The introduction of a new bushfire warning system and the subsequent issue of a catastrophic (code red)fire warning in South Australia confused residents. It confused me too.
Apparently the new system was introduced in September around Australia, but this escaped me. Those who are interested can find more details here.
At this stage I have no idea what to do should a code red be issued.
Growing up in a fire prone country does make one aware of the dangers. However, there has been a tendency over recent decades to what we might call bracket creep, the greater use of extreme and severe fire danger rankings.
It is very hard to describe for overseas readers just what it feels like to be in not so much a bushfire but in the middle of a high fire danger area.
Driving back to Sydney from Armidale when the kids were young, the route we followed took us down through mountainous country.

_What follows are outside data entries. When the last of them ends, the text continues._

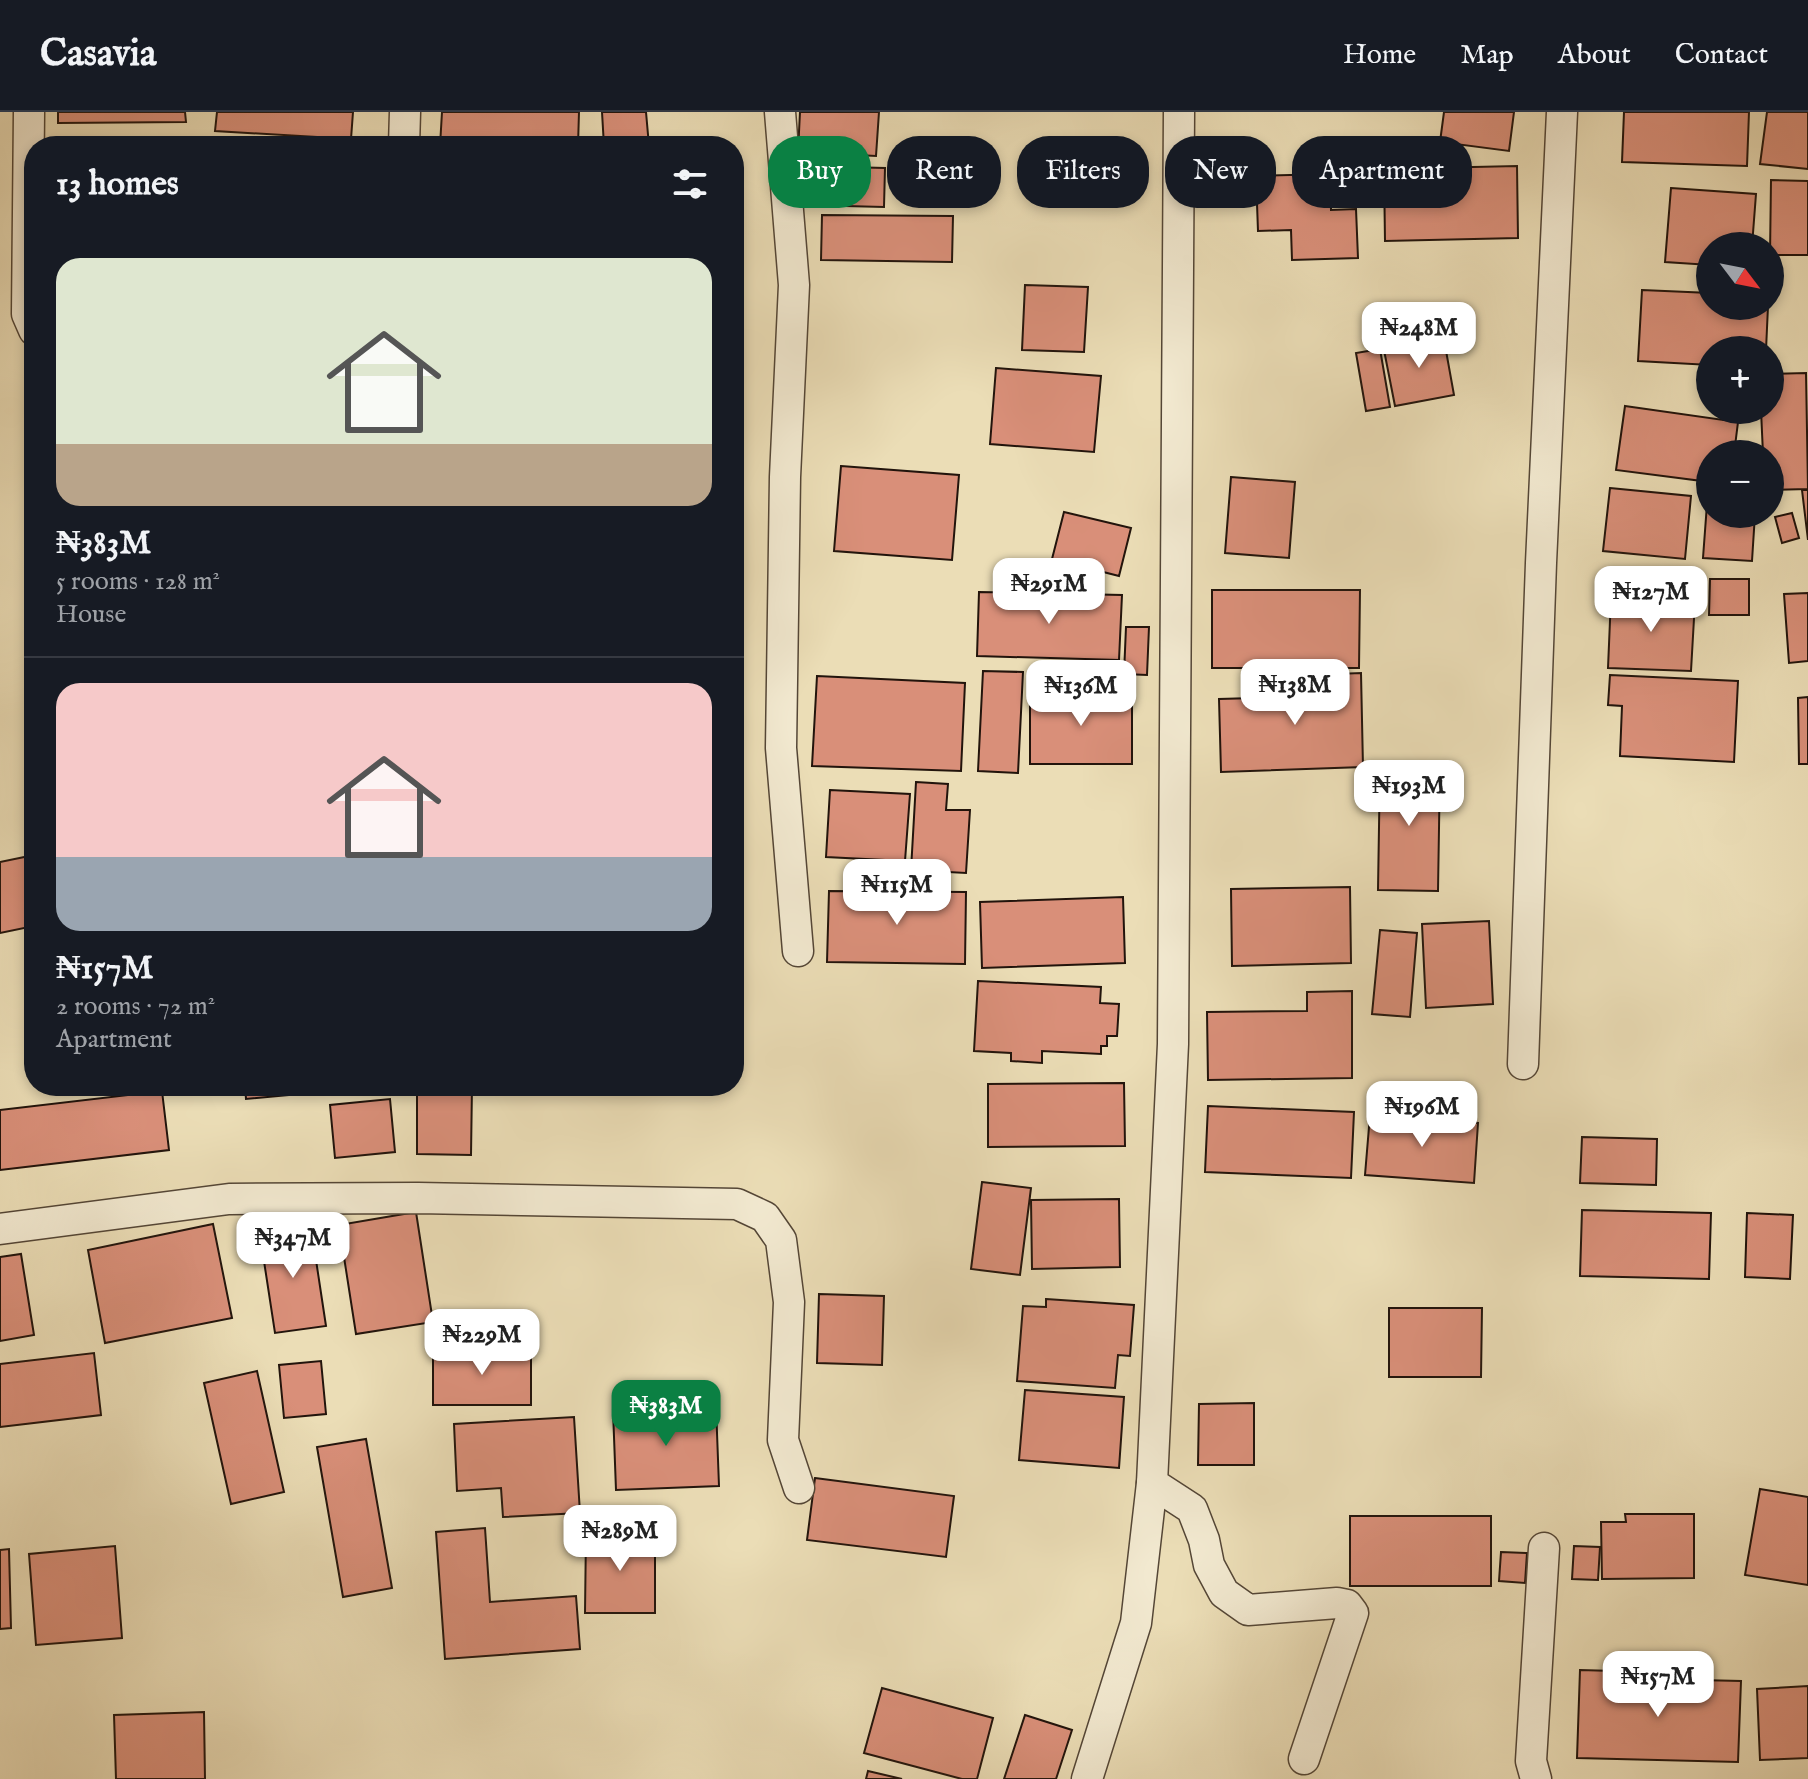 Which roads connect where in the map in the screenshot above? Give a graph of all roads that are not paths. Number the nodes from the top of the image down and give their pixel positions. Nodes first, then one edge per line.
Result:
1 (29, 112) edge
2 (405, 112) edge
3 (780, 112) edge
4 (1179, 112) edge
5 (1562, 112) edge
6 (29, 136) edge
7 (404, 136) edge
8 (798, 951) dead end
9 (1523, 1064) dead end
10 (0, 1229) edge
11 (1152, 1483) junction
12 (799, 1488) dead end
13 (1544, 1548) dead end
14 (1304, 1759) dead end
15 (1087, 1779) edge
16 (1536, 1779) edge

1 - 6 street
2 - 7 street
3 - 8 street
4 - 11 street
5 - 9 street
10 - 12 street
11 - 14 street
11 - 15 street
13 - 16 street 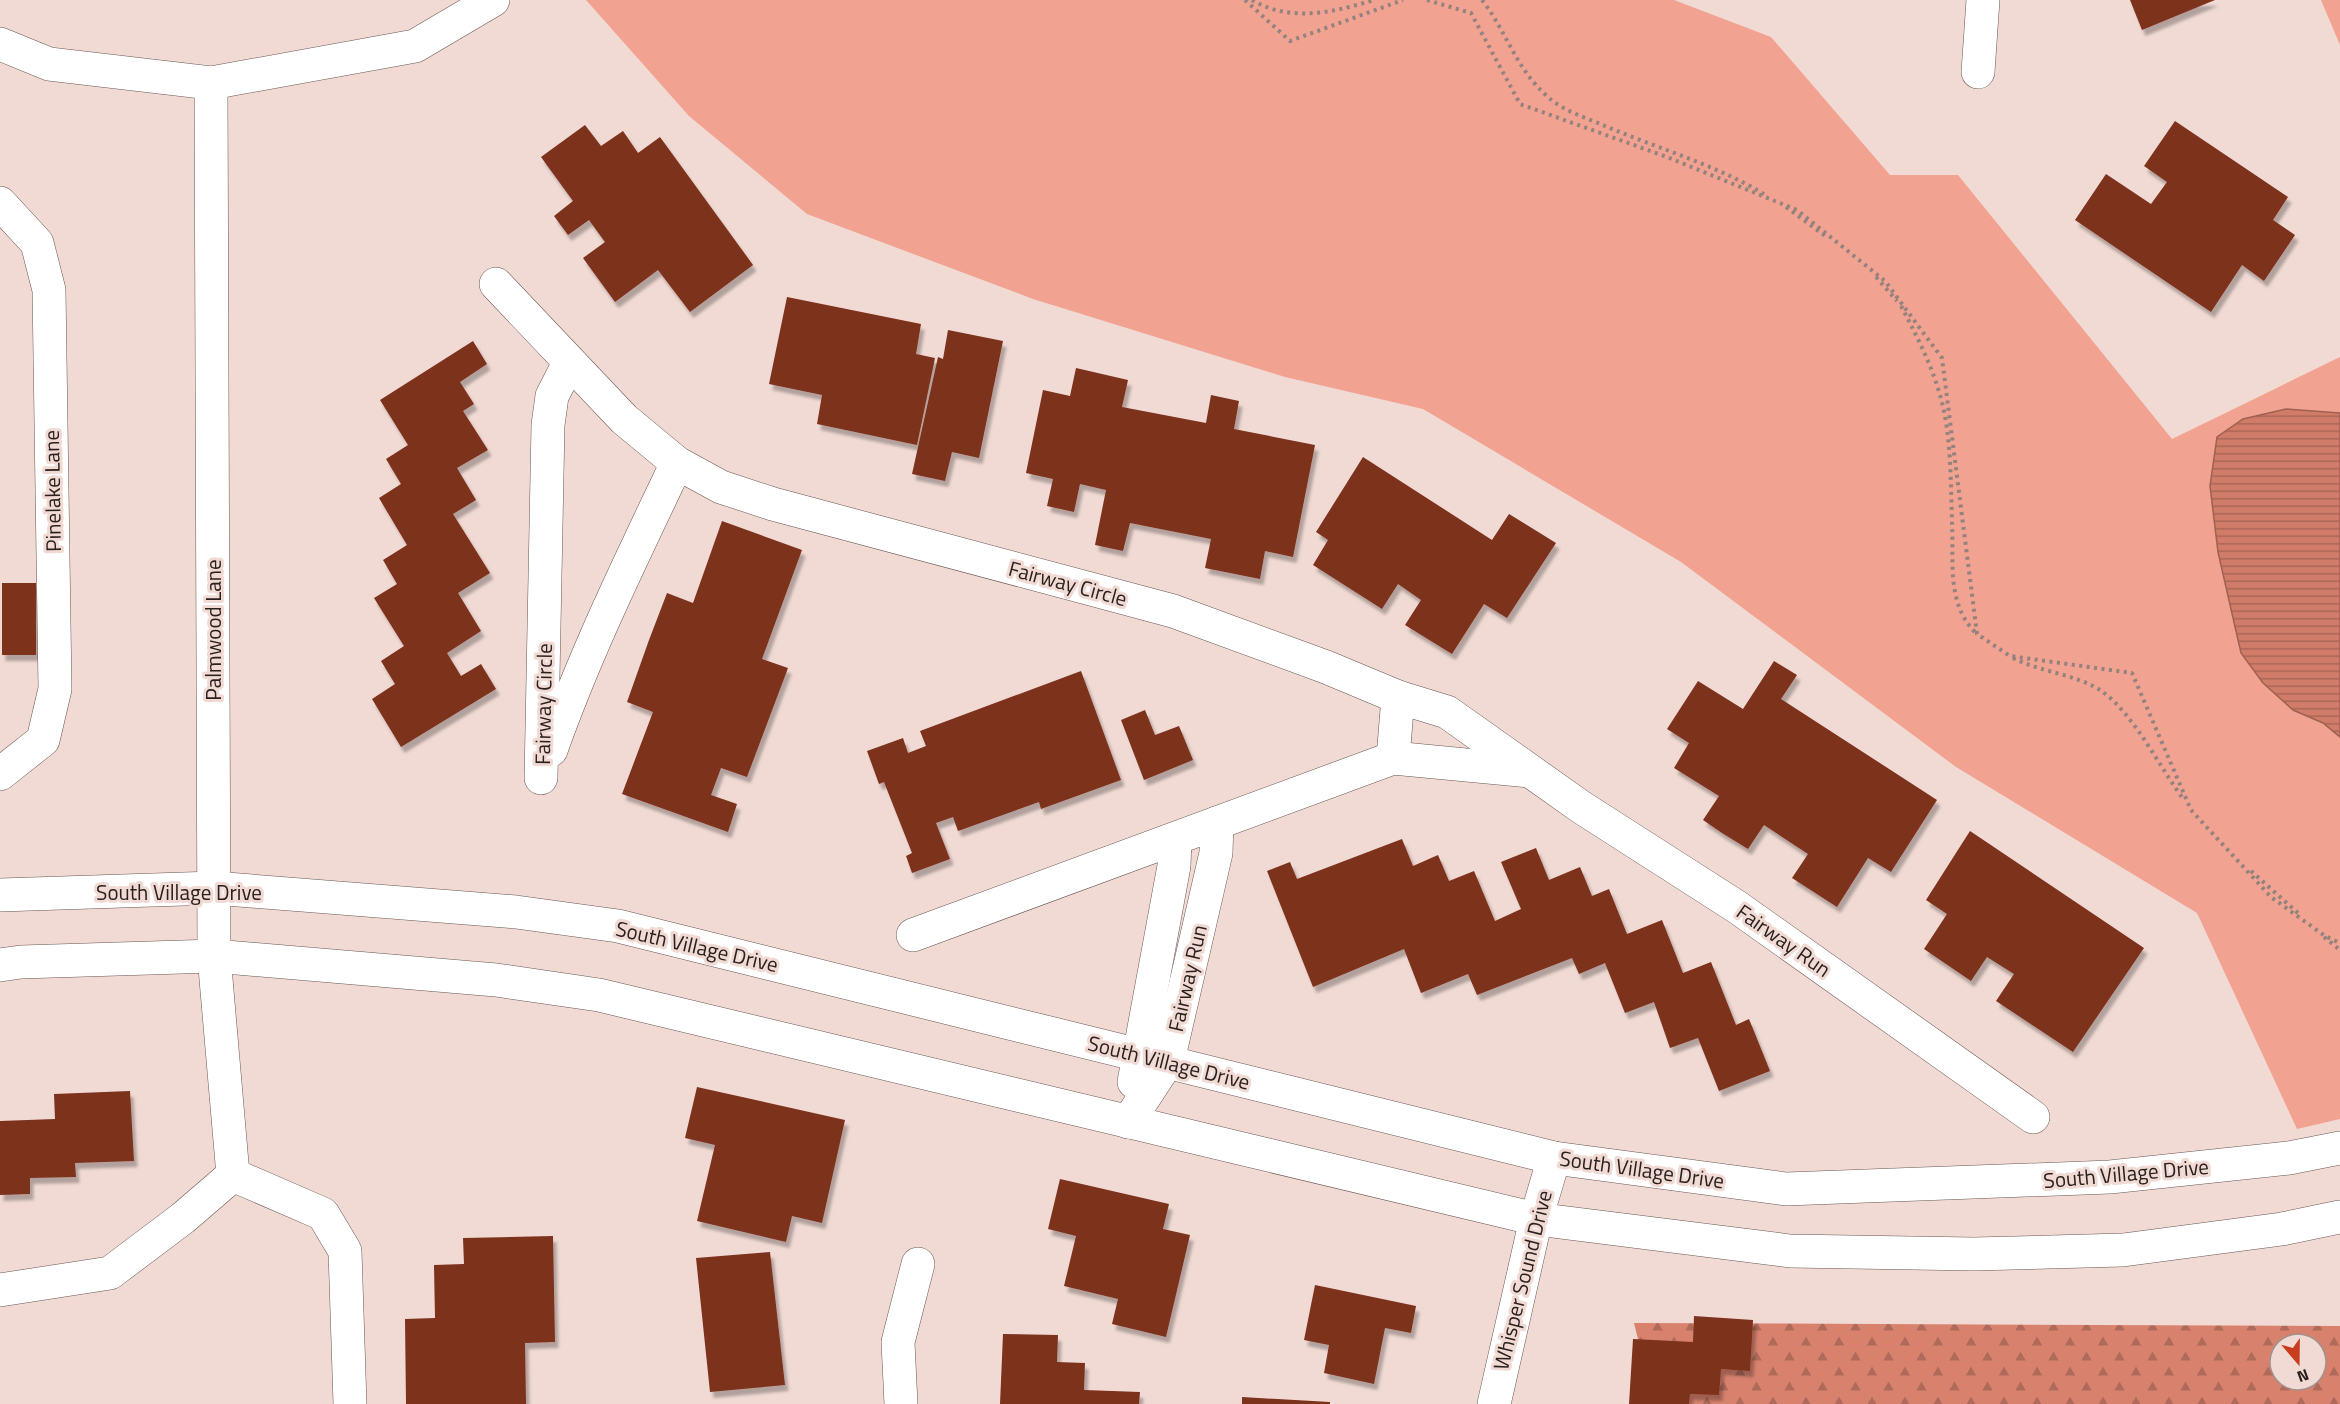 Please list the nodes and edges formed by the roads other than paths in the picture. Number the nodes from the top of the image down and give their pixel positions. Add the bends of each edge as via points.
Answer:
1 (493, 0) edge
2 (1983, 0) edge
3 (0, 44) edge
4 (1978, 72) dead end
5 (211, 83) junction
6 (0, 203) edge
7 (496, 284) dead end
8 (569, 363) junction
9 (677, 464) junction
10 (1398, 697) junction
11 (1393, 758) junction
12 (1529, 771) junction
13 (0, 774) edge
14 (1217, 823) junction
15 (1174, 839) junction
16 (214, 888) junction
17 (0, 895) edge
18 (913, 935) dead end
19 (214, 956) junction
20 (0, 965) edge
21 (1153, 1057) junction
22 (2033, 1117) dead end
23 (1128, 1122) junction
24 (2340, 1148) edge
25 (1554, 1158) junction
26 (233, 1175) junction
27 (2340, 1217) edge
28 (1536, 1219) junction
29 (918, 1264) dead end
30 (0, 1290) edge
31 (350, 1404) edge
32 (901, 1404) edge
33 (1494, 1404) edge

1 - 5 street via 415,46
2 - 4 street
3 - 5 street via 49,64
5 - 16 street, Palmwood Lane
6 - 13 street, Pinelake Lane via 37,243 49,290 55,689 43,740
7 - 8 street, Fairway Circle
8 - 9 street, Fairway Circle via 624,419
8 - 9 street, Fairway Circle via 552,396 548,425 541,778 603,619
9 - 10 street, Fairway Circle via 720,487 773,504 1173,610
10 - 11 street
10 - 12 street, Fairway Run via 1447,712
11 - 12 street, Fairway Run
11 - 14 street, Fairway Run
12 - 22 street, Fairway Run via 1737,907
14 - 15 street, Fairway Run
14 - 21 street, Fairway Run via 1216,853
15 - 18 street, Fairway Run
15 - 21 street, Fairway Run
16 - 17 street, South Village Drive
16 - 19 street, Palmwood Lane
16 - 21 street, South Village Drive via 516,912 618,926
19 - 20 street
19 - 23 street via 496,980 599,995
19 - 26 street, Palmwood Lane
21 - 23 street, Fairway Run
21 - 25 street, South Village Drive
23 - 28 street
24 - 25 street, South Village Drive via 2289,1158 2110,1177 1786,1189
25 - 28 street, Whisper Sound Drive
26 - 30 street via 110,1273
26 - 31 street via 323,1214 345,1251
27 - 28 street via 2282,1229 2123,1250 1974,1254 1790,1251
28 - 33 street, Whisper Sound Drive
29 - 32 street via 898,1342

It was already in the high thirties when we left early in the morning. By the time we reached the coastal strip it was in the forties, a dry baking sort of heat. The country was covered with heat haze, there was a smoke smell in the air, and it was actually quite hard to breath.
There were fires all over the North at the time, and we could see at least some of the smoke plumes in the far distance. At a small store where we stopped to get a drink, a Rural Fire Service Tanker pulled in to do likewise. They wear quite heavy kit, and my daughters wondered just how they coped in the baking heat.
The most that you can do in these circumstances if you have to travel is to listen to the news and also ask the locals as we did at the small store.